Батальон маршировал по Пречистенке в манеж, на учение. Было прозрачное зимнее утро. Матвей шел впереди своей роты и чувствовал за собой ее мерный шаг: раз-два… Перед ним на недалеком расстоянии двигался последний ряд роты Сергея. Ровные плечи, перекинутые через них туго скатанные шинели, тесаки, сумки — все застыло в мерном, убаюкивающем движении: раз-два… Матвей казался сам себе частью живой машины, управляемой волей невысокого человека, идущего в голове колонны.
Сегодня утром, перед сбором батальона, полковник Гурко, сердито гримасничая, объявил офицерам:
— У вас в батальоне изволят брезговать палкой. Нежничают с этим быдлом. А с ним без палки нельзя!
Офицеры переглянулись с улыбкой, подумали: «Будет сегодня взбучка!»
Полковник Гурко, старый семеновец, в свое время, пока он был рядовым офицером, лез в дружбу к своим однополчанам, но получил холодный отпор. Зато теперь, временно исполняя должность командира корпуса, он напускал на себя усиленную важность.

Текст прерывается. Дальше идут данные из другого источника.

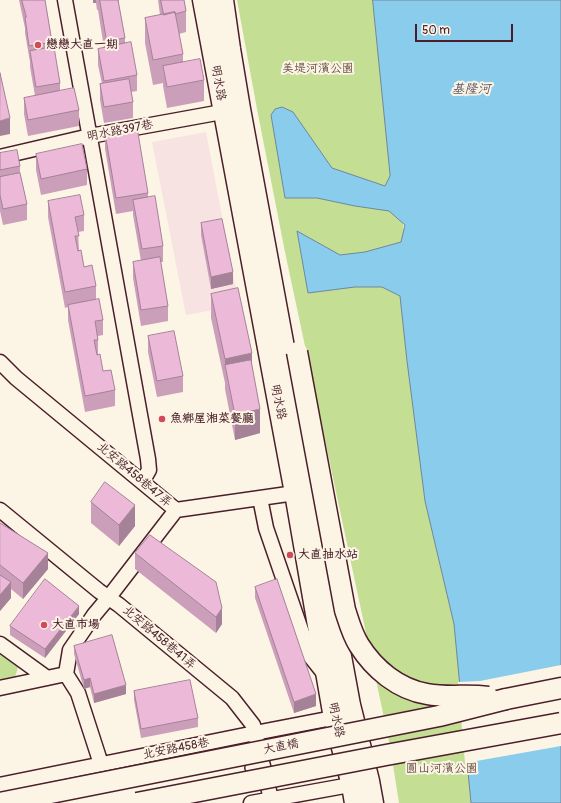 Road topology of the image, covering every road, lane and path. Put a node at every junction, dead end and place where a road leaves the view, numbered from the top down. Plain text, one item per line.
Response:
1 (65, 0) edge
2 (203, 0) edge
3 (224, 5) edge
4 (232, 110) junction
5 (90, 136) junction
6 (0, 157) edge
7 (1, 360) edge
8 (0, 380) edge
9 (142, 482) junction
10 (295, 493) junction
11 (260, 498) junction
12 (0, 510) edge
13 (176, 510) junction
14 (109, 597) junction
15 (0, 644) edge
16 (66, 674) junction
17 (47, 678) junction
18 (327, 678) junction
19 (0, 688) edge
20 (561, 688) edge
21 (506, 699) junction
22 (343, 716) junction
23 (561, 723) edge
24 (255, 733) junction
25 (101, 764) junction
26 (0, 785) edge
27 (358, 790) edge
28 (271, 799) junction
29 (0, 803) edge
30 (137, 803) edge
31 (251, 803) edge
32 (373, 803) edge

1 - 5 street
2 - 4 main road, 明水路
3 - 4 main road, 明水路
3 - 21 main road, bridge
4 - 5 street, 明水路397巷
4 - 10 main road, 明水路
4 - 22 main road, 明水路
5 - 6 street, 明水路397巷
5 - 9 street
7 - 8 street
7 - 9 street, 北安路458巷47弄
9 - 13 street, 北安路458巷47弄
10 - 11 street, 北安路458巷47弄
10 - 18 main road, 明水路
11 - 13 street, 北安路458巷47弄
11 - 18 street
12 - 14 street, 北安路458巷41弄
13 - 14 street
14 - 16 street
14 - 24 street, 北安路458巷41弄
15 - 17 street
16 - 17 street
16 - 25 street
17 - 19 street
18 - 22 main road, 明水路
20 - 21 main road, 大直橋
21 - 29 main road, 大直橋, bridge
22 - 24 street, 北安路458巷
22 - 27 main road, 明水路
23 - 30 main road, bridge
24 - 25 street, 北安路458巷
24 - 28 street, 北安路458巷41弄
25 - 26 street, 北安路458巷
27 - 28 street
27 - 32 main road, 明水路
28 - 31 street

На учении он придирался, гримасничал, рыскал повсюду хищными глазками, отыскивал промахи. Пронзительно звенела в ушах его команда:
— Смотри веселей!.. Больше игры в носках!.. Наддай ч-чювства в икры!..
И измученные солдаты, затянутые до удавления тугим воротом и скрещенными на груди ремнями, с колыхающимся от сквозного ветра аршинным султаном на голове, чуть не валились под грузом ранца, в точности исполняя слова команды: смотрели веселей, показывали игру в носках, наддавали чувства в икры.
Но командир был все-таки недоволен. Он приказал выстроиться в шеренгу, вытянуть правые ноги — и ходил по рядам, проверяя, хорошо ли вытягиваются носки.
Матвею казалось, что время учения длится бесконечно. Он едва мог справиться с возрастающим возмущением. Ему было противно все: и одурелые лица солдат, и вытянутые в прямую линию с ногой носки, и пронзительный чмокающий голос командира, и его хлопотливое шнырянье вдоль выстроенной шеренги.
«Игрушечные солдатики для высочайшей забавы!» — думал он со злобой.
Ему вспоминались веселые биваки и залитые весенним солнцем зеленеющие бульвары Парижа. Воображение мчалось в далекое прошлое — на обрывистый берег Пела, в освещенную гостиную с навощенным паркетом, на перекресток, где расходятся дороги на Хомутец и Бакумовку. Он слышал как будто запах роз перед террасой и видел перед собой черные доверчивые глаза Сони Капнист.
— О-ох…
Это, забывшись, вздохнул солдат во втором ряду шеренги и тотчас побледнел.
Все замерли.
Лицо полковника Гурко скривилось в страшную гримасу, глазки налились кровью, тонкий голосок возвысился до визгливого крика.
— Подлый раб! — неистово завопил он. — В шеренгу строясь! Обнажить тесаки! Лупи его!
Провинившийся солдат, полумертвый от страха, вышел вперед, сам дрожащими руками спустил ремни от тесака и сумки и стал неподвижно перед батальоном. Остальные обнажили тесаки. У Матвея начала медленно кружиться голова: он еще никогда не присутствовал при наказании тесаками.